- [Data for analysis]:

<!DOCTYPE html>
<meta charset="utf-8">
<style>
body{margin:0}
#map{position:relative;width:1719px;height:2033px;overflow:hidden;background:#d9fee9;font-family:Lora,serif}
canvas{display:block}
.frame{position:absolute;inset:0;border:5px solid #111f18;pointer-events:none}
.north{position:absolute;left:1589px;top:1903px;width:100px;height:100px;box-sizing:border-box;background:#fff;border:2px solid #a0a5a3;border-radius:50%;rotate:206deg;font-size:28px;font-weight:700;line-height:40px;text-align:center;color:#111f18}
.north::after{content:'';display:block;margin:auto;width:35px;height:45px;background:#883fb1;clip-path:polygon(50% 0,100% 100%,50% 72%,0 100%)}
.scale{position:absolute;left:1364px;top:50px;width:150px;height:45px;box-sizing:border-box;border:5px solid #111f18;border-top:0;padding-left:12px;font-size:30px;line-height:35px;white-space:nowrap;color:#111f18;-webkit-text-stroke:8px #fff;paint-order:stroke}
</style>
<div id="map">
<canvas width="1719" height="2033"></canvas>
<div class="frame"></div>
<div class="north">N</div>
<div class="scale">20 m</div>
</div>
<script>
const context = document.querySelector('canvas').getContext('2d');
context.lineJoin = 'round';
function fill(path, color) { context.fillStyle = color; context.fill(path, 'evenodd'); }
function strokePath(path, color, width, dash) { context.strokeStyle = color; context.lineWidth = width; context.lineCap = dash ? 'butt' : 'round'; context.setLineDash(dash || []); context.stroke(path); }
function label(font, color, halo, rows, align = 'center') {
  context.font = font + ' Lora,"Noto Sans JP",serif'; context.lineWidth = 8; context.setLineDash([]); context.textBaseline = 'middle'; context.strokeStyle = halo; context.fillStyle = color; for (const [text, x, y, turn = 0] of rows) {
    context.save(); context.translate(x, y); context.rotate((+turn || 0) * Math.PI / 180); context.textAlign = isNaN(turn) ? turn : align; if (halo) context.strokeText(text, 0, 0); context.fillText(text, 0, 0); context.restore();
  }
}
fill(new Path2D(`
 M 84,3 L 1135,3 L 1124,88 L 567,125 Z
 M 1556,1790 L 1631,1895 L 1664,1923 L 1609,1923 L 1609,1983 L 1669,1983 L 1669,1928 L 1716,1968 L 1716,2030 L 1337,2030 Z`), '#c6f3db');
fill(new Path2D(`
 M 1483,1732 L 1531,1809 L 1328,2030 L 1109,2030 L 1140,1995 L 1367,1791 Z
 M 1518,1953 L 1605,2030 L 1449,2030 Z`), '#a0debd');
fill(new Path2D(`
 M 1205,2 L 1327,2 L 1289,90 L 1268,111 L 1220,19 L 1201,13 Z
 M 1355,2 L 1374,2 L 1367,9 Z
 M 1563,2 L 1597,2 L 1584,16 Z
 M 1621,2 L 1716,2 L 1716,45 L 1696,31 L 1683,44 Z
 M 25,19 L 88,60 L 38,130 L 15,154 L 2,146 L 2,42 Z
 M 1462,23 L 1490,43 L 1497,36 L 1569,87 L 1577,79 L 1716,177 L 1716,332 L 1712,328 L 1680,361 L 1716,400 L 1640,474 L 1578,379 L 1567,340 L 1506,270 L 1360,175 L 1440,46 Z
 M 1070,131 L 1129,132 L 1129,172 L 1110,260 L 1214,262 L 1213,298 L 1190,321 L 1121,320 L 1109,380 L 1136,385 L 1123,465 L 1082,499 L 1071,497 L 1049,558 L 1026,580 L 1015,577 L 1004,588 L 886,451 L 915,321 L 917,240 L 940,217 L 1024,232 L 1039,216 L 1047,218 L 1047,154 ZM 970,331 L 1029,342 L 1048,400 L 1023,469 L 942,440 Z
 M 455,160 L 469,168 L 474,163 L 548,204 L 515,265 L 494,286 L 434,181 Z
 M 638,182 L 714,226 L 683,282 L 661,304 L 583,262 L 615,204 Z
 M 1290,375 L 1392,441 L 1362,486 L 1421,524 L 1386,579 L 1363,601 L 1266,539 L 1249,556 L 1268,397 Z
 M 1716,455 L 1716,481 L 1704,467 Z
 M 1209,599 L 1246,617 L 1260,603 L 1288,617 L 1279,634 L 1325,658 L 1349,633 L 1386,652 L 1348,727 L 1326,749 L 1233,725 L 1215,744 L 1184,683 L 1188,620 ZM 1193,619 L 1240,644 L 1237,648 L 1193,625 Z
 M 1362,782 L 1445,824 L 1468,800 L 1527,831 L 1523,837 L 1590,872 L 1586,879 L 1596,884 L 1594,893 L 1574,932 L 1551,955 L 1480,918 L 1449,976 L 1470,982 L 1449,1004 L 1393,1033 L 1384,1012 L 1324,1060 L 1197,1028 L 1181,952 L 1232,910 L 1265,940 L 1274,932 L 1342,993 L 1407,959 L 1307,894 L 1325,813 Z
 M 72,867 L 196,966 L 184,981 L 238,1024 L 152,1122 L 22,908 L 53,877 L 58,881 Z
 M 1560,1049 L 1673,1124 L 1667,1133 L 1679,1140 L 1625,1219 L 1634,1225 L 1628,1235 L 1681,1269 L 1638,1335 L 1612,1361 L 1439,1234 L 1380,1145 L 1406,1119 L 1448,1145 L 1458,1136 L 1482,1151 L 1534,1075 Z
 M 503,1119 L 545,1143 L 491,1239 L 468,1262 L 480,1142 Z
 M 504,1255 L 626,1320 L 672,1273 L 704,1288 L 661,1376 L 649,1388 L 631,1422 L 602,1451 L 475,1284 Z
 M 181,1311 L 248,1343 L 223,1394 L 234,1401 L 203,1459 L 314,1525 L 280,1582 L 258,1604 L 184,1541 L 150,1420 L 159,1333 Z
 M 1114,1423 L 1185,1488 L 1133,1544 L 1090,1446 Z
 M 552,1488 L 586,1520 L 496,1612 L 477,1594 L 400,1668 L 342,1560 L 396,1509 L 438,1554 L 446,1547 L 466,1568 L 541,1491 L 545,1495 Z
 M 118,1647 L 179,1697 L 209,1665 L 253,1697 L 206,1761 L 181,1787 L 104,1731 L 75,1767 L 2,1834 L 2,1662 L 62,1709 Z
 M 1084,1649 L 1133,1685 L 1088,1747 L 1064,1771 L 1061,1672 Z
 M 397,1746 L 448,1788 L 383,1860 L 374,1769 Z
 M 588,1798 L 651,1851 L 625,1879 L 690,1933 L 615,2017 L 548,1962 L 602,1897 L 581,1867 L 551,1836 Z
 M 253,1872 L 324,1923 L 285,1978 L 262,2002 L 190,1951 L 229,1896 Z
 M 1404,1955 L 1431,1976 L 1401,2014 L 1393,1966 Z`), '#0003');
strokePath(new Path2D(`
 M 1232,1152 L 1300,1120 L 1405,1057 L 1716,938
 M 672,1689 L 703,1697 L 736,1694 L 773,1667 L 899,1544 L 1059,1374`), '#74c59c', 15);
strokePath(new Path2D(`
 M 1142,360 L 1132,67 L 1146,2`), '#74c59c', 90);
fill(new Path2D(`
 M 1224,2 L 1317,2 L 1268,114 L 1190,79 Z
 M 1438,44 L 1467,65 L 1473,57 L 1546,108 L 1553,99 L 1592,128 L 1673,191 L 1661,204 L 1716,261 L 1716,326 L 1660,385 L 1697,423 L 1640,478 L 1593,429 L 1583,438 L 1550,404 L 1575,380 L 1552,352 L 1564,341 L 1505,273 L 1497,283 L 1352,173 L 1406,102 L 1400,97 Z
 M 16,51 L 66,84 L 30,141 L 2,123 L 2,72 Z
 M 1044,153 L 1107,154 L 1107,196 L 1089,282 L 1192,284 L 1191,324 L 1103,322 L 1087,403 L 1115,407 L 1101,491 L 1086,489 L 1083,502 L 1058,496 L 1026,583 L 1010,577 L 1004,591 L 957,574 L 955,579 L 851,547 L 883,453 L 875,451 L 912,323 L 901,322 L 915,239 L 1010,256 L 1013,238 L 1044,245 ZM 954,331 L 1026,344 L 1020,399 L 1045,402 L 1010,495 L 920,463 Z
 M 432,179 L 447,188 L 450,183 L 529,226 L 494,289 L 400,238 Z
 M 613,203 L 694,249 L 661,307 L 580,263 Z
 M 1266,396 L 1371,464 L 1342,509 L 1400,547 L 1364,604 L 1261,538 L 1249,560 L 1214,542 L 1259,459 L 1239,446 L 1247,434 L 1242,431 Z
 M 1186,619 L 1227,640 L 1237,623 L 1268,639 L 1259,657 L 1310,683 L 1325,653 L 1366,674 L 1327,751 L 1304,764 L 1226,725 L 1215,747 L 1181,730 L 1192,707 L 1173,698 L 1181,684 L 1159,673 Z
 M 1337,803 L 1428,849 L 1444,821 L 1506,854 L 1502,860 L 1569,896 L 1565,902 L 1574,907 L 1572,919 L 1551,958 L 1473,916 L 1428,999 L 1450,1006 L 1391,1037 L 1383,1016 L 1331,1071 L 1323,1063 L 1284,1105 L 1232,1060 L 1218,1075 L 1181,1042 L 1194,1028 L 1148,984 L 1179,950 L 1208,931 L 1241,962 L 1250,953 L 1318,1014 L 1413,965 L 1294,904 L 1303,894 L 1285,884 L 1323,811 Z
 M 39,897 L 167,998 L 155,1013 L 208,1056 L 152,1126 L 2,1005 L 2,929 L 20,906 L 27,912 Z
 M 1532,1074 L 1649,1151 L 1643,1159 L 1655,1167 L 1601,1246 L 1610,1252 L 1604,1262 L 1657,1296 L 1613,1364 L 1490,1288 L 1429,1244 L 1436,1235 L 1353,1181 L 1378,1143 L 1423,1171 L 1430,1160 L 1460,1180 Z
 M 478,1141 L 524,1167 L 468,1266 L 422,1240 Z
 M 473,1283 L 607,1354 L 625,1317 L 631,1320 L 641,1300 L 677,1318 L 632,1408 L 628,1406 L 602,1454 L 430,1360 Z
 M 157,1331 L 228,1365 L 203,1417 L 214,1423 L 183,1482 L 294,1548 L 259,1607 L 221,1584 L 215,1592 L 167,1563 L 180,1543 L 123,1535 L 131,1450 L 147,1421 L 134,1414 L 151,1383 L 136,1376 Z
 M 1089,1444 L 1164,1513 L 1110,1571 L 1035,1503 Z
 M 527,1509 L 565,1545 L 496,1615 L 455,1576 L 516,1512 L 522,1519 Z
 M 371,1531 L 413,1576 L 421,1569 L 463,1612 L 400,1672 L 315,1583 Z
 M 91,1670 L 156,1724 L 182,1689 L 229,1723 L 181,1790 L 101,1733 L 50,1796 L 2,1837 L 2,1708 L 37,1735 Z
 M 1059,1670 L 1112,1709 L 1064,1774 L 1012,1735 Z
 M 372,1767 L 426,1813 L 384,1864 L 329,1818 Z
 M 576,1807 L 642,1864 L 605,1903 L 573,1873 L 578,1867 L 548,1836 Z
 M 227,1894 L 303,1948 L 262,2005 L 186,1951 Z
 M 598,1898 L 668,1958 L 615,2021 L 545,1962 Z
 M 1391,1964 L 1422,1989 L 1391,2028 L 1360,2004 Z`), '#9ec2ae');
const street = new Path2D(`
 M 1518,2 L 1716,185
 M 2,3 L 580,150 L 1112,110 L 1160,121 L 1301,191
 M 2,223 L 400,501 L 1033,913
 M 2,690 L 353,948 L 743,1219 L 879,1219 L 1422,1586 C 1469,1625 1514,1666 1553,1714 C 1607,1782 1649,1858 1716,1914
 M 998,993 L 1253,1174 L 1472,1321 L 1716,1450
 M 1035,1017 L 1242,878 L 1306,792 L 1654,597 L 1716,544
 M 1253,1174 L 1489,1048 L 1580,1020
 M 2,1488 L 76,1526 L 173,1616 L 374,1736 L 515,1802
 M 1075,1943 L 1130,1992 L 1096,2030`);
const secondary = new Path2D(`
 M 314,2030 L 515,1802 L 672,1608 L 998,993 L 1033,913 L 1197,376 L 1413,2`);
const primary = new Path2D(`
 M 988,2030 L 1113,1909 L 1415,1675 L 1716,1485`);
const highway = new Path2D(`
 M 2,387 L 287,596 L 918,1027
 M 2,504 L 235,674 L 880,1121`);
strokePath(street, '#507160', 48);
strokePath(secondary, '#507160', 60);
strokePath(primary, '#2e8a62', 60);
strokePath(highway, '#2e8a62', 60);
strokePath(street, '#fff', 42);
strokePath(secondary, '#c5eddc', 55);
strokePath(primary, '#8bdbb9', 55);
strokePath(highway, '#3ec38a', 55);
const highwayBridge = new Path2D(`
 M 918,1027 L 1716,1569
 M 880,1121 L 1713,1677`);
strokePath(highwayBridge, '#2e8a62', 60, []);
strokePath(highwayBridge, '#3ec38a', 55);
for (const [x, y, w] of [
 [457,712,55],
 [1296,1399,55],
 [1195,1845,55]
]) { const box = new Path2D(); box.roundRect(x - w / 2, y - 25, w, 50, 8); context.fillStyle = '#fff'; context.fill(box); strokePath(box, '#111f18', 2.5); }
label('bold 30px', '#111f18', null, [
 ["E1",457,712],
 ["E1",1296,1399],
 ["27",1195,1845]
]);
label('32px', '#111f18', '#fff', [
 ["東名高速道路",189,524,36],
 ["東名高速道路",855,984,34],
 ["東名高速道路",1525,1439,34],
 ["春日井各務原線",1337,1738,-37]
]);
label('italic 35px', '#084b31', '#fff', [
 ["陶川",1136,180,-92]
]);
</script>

* * *

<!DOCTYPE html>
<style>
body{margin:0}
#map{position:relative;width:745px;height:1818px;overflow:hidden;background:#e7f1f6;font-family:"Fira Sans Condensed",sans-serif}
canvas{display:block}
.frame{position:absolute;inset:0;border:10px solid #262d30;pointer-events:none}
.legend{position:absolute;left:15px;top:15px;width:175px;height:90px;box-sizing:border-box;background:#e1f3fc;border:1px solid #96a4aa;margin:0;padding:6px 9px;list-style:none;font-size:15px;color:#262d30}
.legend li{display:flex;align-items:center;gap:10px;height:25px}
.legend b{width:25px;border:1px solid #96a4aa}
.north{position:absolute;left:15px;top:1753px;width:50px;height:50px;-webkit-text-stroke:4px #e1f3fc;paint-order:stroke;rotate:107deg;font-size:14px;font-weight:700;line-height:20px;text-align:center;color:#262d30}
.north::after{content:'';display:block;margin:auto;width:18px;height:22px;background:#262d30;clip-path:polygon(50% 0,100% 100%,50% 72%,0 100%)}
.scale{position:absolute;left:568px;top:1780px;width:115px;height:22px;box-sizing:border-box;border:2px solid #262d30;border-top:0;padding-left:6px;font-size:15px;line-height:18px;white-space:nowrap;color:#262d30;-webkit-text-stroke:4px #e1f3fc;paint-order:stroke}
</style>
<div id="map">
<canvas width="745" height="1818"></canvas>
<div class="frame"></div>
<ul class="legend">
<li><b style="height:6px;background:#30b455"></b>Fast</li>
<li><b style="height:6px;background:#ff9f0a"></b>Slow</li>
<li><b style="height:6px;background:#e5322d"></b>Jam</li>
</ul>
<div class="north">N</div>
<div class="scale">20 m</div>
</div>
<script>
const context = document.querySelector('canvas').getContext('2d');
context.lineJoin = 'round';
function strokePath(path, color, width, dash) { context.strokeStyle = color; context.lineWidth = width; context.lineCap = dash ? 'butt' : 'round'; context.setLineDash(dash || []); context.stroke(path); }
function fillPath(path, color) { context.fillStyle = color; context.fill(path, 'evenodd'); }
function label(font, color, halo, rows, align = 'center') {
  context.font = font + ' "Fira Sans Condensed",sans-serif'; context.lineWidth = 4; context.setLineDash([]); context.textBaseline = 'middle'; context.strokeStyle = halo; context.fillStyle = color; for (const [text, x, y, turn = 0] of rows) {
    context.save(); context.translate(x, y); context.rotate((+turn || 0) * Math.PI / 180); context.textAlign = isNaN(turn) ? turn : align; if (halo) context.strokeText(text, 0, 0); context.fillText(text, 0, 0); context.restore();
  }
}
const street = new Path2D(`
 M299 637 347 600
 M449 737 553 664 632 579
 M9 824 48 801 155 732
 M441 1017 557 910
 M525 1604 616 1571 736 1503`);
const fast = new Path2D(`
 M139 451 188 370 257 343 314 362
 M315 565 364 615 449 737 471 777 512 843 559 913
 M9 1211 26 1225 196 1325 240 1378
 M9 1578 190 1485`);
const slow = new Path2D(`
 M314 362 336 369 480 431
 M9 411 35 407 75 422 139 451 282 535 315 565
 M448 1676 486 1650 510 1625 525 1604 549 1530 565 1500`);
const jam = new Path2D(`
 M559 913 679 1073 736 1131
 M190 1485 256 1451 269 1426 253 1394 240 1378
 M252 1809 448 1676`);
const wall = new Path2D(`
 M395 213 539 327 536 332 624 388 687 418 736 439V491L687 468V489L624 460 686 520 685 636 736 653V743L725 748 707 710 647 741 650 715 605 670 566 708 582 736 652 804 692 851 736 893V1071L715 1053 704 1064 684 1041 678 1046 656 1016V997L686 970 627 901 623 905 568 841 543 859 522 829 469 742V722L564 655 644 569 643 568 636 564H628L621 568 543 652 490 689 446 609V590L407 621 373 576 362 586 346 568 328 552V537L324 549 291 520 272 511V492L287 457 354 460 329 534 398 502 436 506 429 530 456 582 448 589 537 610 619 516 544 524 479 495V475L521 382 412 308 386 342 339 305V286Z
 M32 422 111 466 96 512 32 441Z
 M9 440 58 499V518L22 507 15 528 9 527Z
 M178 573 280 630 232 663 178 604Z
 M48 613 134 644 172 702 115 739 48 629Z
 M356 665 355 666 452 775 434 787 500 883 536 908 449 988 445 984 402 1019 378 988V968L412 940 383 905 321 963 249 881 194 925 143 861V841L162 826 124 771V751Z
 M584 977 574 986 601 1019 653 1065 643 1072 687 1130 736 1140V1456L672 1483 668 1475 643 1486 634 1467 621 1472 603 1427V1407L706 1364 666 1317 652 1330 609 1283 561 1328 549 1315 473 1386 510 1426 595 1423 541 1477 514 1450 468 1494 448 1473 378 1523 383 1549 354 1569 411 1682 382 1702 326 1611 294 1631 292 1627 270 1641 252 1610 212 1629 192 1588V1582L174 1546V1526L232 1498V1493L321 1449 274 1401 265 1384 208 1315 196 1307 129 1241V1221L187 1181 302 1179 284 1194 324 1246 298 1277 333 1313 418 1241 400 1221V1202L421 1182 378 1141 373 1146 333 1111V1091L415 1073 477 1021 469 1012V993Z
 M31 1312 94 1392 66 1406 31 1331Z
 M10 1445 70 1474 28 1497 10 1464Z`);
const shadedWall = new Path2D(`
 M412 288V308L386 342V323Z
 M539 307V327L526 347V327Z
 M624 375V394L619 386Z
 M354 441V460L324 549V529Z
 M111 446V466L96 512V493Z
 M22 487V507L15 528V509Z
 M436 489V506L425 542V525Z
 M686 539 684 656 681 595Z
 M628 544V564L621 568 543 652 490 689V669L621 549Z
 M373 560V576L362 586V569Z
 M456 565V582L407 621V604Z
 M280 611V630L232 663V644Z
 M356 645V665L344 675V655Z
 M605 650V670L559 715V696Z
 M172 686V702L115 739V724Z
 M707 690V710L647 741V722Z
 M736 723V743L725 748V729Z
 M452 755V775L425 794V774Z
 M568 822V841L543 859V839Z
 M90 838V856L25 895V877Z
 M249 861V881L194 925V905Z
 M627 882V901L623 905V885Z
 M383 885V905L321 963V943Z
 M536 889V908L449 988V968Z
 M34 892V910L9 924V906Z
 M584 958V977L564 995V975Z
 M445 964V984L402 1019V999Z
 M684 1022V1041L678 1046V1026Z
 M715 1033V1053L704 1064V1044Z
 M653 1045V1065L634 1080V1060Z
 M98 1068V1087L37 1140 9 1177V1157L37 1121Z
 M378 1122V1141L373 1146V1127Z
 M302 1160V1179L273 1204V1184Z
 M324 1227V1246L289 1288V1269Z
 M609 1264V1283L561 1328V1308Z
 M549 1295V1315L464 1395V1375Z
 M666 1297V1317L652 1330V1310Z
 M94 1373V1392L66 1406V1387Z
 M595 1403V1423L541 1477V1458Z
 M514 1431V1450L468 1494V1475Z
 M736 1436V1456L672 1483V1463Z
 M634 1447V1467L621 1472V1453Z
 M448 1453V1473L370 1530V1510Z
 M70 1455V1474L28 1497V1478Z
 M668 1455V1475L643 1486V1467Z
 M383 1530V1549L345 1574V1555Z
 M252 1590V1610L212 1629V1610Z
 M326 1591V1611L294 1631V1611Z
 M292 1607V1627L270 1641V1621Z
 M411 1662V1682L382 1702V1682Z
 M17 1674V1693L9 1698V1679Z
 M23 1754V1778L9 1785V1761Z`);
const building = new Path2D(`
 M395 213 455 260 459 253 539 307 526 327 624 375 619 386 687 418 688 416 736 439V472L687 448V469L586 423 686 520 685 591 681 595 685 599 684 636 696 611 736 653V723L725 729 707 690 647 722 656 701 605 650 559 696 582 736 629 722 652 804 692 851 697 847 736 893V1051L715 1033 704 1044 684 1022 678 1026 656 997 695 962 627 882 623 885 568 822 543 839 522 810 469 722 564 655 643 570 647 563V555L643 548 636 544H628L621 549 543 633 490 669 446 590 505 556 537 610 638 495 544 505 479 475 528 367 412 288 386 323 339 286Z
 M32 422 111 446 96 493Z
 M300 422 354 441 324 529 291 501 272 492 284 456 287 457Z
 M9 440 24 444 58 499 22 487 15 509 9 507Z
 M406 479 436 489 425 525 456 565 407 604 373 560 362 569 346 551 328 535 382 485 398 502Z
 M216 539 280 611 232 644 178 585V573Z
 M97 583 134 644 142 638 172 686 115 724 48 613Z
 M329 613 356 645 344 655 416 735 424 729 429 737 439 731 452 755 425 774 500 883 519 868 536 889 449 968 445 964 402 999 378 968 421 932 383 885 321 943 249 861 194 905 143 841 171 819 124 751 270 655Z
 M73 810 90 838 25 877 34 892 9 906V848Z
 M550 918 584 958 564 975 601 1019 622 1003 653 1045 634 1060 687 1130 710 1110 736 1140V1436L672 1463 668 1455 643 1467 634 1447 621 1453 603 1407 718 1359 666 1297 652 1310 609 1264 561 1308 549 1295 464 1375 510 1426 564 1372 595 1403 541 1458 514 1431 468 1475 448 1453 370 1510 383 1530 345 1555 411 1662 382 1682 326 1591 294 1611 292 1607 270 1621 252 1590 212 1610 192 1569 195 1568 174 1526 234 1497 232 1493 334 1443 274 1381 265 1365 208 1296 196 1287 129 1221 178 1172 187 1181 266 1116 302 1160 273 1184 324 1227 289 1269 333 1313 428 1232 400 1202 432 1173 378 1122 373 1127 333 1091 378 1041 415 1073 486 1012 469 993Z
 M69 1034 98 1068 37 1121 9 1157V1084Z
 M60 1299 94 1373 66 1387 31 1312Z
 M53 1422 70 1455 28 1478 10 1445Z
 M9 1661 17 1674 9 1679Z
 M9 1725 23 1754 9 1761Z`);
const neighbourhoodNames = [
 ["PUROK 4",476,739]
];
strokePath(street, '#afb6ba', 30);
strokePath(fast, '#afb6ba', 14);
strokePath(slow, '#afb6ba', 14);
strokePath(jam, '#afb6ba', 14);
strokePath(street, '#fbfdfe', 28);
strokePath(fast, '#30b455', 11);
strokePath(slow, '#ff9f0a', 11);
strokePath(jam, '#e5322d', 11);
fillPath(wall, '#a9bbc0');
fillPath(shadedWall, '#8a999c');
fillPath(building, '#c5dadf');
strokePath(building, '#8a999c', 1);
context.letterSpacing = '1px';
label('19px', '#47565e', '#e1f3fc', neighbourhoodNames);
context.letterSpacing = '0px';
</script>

- [What you will do]:
Copy every line of the data above in which the string "evenodd" appears.

- [Your solution]:
function fill(path, color) { context.fillStyle = color; context.fill(path, 'evenodd'); }
function fillPath(path, color) { context.fillStyle = color; context.fill(path, 'evenodd'); }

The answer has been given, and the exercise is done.